OpinionWay accuse ses concurrents (Le Monde / Bakchich)
La rédaction - - 0 commentaires"Non, nos sondages ne sont pas "trafiqués"". C'est ainsi que les dirigeants d'Opinion Way titrent une tribune publiée par Le Monde daté de vendredi et reproduite par Bakchich. Pour leur défense, ils mettent en cause (mais sans citer aucun nom) leurs "amis les confrères" qui chercheraient à les déstabiliser.
Hugues Cazenave et Denis Pingaud, Président et Vice-Président d'OpinionWay, contre-attaquent. Et ils n'y vont pas de main morte.
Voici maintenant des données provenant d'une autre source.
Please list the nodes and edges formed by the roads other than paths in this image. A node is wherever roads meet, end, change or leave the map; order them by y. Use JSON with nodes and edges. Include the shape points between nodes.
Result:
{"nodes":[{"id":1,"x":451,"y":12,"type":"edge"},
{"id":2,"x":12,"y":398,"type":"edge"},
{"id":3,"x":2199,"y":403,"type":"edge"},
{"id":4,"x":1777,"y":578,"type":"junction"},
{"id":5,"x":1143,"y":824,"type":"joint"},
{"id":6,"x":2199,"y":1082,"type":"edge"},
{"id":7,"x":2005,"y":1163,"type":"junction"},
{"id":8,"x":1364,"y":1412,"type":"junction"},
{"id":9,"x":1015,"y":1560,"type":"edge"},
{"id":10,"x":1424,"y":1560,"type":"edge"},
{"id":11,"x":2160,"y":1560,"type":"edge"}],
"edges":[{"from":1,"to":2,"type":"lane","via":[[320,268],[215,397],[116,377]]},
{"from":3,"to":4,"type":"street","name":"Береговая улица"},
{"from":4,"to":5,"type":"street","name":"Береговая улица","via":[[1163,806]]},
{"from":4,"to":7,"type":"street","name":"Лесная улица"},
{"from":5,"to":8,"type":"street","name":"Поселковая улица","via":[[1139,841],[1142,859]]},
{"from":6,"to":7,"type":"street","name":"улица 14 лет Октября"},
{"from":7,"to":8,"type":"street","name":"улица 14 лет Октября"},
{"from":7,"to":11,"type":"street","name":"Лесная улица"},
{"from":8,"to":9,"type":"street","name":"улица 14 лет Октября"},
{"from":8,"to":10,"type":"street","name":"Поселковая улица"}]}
En première ligne de leurs critiques, la presse : "La désinformation [...] le dispute à la diffamation dans un emballement sans fondement qui en dit long sur la misère du journalisme d'investigation en France" jugent-ils.
Mais OpinionWay voit surtout la main des autres sondeurs dans la polémique dont il est l'objet depuis plus de deux semaines : "Les nombreux journalistes auxquels nous avons exposé nos arguments n'ont jamais manqué de nous opposer un point de vue présenté comme étant celui de la profession, orchestré avec minutie par nos confrères et néanmoins concurrents!" Cazenave et Pingaud rappellent malicieusement que lesdits concurrents "étaient contraints d'émarger, il n'y a pas si longtemps, au système des fonds secrets de l'Elysée".
"Pourquoi tant de haine ?" font-ils mine de s'interroger. Pour eux, OpinionWay agace ses concurrents pour avoir "pris pied, depuis quelques années, sur le marché convoité et symbolique des études d'opinion".
Pour tenter de démontrer sa fiabilité, OpinionWay met en avant quelques-uns de ses résultats défavorables à Nicolas Sarkozy et publiés par Le Figaro (sous des titres pourtant peu critiques à l'égard de Sarkozy comme ici). Etrangement, pour démontrer "l'impartialité de [leur] travail", ils évoquent aussi les sondages "sortie des urnes" lors des dernières élections européennes, livrés par les chaînes de télévision à 20h. Or, dans l'hypothèse d'une manipulation de l'opinion, fausser ces chiffres, alors que les bureaux de vote sont fermés, n'a aucun intérêt.
Hugue Cazenave et Denis Pingaud menacent d'attaquer en justice les médias qui "ont franchi délibérément la ligne jaune de la diffamation". Une attitude qui contraste avec celle de Patrick Buisson, à qui l'Elysée a payé ses sondages : il n'a toujours pas réagi publiquement à la polémique.
Par ailleurs, le site Bakchich assure qu'il "continuera de travailler" avec OpinionWay.